- From: Jonathan Kew <jonathan@jfkew.plus.com>
- Date: Thu, 5 Feb 2009 09:29:16 +0000
- To: Andrew Cunningham <andrewc@vicnet.net.au>
- Cc: Robert J Burns <rob@robburns.com>, public-i18n-core@w3.org, W3C Style List <www-style@w3.org>
On 5 Feb 2009, at 02:50, Andrew Cunningham wrote: > HI > > Jonathan Kew wrote: >> And as an illustration of just how unwise it would be for someone >> to use these distinct but canonically-equivalent characters to >> represent a significant distinction in markup: when I copy and >> paste those lines from my email client into a text editor, and >> examine the resulting codepoints, I find that all three lines are >> identical. Some process -- I'm not sure whether it is my mail >> client's Copy command, my text editor's Paste, or the operating >> system pasteboard in between -- has helpfully applied Unicode >> normalization to the data. So if that was a semantically important >> distinction in the hypothetical markup language you're using, it >> just got destroyed. By processes that are fully Unicode-compliant. >> >> (I know that you did indeed use different characters in the >> original mail, and they reached my mail client in that form, >> because I can examine the bytes in the message and see that this >> was the case.
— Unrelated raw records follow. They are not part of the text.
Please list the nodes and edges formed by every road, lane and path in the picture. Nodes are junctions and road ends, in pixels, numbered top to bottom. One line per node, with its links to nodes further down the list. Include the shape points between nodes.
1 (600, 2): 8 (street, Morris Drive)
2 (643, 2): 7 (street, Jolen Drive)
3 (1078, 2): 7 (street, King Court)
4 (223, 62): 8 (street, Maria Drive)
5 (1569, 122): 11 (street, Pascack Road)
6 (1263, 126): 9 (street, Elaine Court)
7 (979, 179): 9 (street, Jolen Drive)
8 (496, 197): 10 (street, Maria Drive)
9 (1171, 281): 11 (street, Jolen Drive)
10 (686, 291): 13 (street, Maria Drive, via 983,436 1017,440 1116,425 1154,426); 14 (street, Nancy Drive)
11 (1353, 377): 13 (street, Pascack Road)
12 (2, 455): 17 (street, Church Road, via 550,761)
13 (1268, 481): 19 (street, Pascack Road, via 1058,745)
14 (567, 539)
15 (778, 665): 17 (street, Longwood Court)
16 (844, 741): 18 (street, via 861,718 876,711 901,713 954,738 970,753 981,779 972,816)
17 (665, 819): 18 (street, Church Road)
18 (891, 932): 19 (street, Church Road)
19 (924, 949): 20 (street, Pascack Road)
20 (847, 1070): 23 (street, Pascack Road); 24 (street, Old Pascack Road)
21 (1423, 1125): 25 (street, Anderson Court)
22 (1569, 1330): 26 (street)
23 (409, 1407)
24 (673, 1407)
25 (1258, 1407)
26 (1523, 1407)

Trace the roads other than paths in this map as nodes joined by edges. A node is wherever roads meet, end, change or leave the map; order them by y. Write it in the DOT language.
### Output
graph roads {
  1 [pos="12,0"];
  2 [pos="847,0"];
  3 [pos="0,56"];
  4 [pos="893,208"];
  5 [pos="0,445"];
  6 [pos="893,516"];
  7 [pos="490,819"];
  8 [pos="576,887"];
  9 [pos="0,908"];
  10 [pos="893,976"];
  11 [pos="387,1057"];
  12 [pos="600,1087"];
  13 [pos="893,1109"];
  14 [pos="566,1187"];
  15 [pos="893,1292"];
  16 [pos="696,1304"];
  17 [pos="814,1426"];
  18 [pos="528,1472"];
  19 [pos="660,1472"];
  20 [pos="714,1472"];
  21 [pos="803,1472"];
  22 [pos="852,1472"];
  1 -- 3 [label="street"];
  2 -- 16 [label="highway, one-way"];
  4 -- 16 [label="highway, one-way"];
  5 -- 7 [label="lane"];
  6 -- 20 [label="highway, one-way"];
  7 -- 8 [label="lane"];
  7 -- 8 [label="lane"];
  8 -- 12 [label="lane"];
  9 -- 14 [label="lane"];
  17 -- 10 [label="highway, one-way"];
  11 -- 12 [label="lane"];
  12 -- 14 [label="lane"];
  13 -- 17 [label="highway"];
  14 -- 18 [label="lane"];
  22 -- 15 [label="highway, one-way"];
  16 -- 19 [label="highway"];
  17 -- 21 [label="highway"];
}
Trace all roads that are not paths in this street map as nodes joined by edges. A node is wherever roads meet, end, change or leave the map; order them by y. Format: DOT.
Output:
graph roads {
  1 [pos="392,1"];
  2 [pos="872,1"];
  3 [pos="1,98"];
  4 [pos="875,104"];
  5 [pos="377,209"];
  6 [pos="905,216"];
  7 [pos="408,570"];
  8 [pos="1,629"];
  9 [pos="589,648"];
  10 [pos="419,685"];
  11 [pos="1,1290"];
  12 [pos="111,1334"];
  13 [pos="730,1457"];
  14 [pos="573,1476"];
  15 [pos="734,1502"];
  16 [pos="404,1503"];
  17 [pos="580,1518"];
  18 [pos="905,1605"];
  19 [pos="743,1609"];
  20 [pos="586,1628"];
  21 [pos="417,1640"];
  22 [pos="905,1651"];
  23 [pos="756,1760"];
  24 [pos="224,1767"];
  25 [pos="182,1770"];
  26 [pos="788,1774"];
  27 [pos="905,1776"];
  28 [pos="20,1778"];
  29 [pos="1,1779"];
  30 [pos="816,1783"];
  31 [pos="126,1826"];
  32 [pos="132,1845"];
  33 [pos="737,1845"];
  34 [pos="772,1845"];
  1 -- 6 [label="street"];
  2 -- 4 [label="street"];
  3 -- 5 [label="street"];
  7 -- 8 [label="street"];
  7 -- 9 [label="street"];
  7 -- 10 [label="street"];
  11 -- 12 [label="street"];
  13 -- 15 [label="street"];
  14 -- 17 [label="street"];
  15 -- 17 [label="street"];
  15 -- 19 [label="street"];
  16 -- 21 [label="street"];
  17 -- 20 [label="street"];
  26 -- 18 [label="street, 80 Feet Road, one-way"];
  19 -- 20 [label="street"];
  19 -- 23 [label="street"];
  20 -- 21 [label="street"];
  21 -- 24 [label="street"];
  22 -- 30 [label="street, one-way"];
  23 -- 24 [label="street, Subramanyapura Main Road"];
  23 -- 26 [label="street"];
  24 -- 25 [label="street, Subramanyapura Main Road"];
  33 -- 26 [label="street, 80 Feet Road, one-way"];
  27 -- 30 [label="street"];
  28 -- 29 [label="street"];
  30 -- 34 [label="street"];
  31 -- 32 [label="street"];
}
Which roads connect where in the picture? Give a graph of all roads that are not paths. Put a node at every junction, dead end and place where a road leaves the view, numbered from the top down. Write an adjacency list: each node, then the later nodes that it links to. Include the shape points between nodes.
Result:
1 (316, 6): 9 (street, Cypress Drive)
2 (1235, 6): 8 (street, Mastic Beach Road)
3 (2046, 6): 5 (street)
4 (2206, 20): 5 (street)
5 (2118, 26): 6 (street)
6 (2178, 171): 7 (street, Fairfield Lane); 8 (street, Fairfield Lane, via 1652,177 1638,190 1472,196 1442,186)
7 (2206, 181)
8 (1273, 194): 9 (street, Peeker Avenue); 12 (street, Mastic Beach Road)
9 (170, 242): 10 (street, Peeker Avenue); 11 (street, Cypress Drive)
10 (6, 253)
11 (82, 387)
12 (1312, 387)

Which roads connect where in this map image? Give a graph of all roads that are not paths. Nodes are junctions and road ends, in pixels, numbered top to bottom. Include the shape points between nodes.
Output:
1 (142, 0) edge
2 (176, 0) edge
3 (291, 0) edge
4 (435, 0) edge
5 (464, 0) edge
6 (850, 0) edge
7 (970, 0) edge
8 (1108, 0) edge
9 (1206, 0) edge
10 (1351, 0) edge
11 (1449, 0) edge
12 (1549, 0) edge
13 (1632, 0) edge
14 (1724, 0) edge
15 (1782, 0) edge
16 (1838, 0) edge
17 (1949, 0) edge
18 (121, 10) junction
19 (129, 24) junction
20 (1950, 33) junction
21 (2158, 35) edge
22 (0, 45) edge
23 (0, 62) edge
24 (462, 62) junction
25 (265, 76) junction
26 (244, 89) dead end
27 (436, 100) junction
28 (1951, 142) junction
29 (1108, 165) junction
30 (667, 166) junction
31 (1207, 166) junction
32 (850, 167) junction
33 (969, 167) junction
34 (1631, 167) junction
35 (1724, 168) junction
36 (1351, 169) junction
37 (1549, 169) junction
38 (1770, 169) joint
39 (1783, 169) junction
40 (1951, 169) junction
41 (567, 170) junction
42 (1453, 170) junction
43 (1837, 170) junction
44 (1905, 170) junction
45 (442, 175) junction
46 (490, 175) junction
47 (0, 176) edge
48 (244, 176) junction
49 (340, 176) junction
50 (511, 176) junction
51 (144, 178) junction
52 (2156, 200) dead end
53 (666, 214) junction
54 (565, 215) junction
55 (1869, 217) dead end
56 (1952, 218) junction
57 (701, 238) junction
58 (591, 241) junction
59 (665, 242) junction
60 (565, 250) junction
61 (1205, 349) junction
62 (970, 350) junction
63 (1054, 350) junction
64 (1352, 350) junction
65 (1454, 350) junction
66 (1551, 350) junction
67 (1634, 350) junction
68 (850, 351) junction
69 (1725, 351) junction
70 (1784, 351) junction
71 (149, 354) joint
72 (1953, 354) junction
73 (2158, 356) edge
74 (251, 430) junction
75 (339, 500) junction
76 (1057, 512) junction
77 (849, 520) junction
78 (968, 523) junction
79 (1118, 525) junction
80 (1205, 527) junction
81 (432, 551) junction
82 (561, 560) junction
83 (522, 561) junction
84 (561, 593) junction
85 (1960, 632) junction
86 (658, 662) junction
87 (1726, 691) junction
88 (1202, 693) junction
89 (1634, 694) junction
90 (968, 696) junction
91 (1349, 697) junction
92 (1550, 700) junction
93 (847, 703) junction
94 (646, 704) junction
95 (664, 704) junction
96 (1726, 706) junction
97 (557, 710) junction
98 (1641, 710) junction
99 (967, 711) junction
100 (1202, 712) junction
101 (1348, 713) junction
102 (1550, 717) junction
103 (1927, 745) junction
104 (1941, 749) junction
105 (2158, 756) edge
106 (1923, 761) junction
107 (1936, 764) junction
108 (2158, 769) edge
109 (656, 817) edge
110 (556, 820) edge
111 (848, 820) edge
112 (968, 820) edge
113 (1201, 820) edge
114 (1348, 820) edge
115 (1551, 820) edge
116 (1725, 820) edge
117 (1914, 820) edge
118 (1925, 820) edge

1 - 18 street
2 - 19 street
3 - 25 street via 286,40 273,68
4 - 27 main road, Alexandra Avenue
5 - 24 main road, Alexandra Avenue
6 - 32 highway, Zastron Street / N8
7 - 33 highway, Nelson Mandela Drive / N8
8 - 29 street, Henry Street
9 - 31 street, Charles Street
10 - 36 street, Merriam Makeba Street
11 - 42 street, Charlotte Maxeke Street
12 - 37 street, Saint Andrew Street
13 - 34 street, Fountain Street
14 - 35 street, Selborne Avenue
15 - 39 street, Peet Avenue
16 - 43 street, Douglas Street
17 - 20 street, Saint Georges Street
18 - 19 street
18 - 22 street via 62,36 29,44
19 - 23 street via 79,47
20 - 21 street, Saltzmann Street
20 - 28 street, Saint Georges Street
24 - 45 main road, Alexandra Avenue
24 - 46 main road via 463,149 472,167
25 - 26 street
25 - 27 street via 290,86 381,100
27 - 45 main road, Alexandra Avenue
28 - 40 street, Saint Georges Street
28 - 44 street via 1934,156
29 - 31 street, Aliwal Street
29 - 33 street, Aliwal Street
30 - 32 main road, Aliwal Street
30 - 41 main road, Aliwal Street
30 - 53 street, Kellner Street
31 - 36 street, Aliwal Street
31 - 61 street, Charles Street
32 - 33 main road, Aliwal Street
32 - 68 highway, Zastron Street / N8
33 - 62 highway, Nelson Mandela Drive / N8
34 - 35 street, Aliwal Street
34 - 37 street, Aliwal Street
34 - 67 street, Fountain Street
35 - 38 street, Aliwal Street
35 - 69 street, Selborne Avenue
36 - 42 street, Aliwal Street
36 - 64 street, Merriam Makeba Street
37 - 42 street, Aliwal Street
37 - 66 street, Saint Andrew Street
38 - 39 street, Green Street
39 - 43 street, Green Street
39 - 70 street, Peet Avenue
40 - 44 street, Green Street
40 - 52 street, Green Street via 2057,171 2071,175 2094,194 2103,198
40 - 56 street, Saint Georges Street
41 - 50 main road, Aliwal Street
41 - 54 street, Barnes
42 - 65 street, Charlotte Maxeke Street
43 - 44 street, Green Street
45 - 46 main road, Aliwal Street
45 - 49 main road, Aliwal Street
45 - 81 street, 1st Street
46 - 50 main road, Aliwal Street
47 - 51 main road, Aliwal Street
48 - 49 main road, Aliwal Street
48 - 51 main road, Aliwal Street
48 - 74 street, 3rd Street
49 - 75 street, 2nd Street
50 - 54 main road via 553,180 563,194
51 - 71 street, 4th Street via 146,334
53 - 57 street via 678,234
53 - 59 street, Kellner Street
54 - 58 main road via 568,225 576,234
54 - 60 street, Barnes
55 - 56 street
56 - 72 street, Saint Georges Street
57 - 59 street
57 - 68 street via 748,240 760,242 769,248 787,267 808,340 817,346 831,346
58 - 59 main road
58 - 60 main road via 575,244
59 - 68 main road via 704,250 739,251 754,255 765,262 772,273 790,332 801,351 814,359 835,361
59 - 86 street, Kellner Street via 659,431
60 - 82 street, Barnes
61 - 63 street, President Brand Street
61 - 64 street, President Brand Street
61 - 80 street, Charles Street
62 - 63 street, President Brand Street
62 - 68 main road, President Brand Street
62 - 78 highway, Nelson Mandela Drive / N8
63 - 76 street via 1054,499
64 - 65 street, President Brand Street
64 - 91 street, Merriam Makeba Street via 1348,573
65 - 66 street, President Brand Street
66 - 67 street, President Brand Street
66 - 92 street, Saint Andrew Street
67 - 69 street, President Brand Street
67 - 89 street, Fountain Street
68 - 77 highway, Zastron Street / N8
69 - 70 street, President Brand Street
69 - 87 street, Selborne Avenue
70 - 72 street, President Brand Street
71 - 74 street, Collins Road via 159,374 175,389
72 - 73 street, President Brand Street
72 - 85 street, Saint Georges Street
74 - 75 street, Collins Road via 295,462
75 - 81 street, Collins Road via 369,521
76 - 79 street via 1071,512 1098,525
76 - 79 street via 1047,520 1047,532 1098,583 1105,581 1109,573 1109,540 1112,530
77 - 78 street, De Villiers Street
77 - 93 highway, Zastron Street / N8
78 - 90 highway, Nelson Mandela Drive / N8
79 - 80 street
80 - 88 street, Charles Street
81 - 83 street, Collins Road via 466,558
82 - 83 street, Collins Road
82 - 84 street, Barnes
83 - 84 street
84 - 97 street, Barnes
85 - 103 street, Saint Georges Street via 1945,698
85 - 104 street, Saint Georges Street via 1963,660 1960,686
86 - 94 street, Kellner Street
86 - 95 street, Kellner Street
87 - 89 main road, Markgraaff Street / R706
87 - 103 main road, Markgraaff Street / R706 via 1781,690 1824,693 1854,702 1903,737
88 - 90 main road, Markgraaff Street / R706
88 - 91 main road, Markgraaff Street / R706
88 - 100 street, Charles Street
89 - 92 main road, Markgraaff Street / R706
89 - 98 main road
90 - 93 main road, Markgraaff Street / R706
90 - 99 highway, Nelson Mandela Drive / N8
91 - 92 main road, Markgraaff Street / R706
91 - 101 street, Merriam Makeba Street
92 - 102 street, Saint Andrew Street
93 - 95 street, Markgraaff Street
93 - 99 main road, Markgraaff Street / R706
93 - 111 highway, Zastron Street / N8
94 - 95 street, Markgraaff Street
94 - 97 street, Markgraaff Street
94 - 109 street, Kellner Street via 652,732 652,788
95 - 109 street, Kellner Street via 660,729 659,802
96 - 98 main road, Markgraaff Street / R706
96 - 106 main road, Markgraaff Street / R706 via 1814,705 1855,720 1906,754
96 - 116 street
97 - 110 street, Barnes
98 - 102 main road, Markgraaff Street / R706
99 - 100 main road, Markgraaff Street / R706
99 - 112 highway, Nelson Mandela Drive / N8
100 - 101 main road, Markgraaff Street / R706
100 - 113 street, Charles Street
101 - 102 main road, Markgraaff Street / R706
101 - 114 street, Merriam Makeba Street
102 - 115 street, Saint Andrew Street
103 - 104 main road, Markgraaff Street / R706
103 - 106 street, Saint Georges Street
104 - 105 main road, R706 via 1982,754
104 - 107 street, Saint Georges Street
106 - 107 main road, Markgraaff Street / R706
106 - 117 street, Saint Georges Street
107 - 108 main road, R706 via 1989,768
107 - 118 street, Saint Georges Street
But simply copying the text to a plain-text editor >> changes that.) > > Now the question is which characters did you receive? U+003c and U > +003e? Which weren't present in the example? Just curious U+3008 and U+3009 (as expected; these are the canonical decompositions of U+2329 and U+232A respectively). If the software had silently replaced them with U+003C and U+003E, I'd be complaining; those are not canonically equivalent, and are normally quite distinct in design. JK
Received on Thursday, 5 February 2009 09:30:09 UTC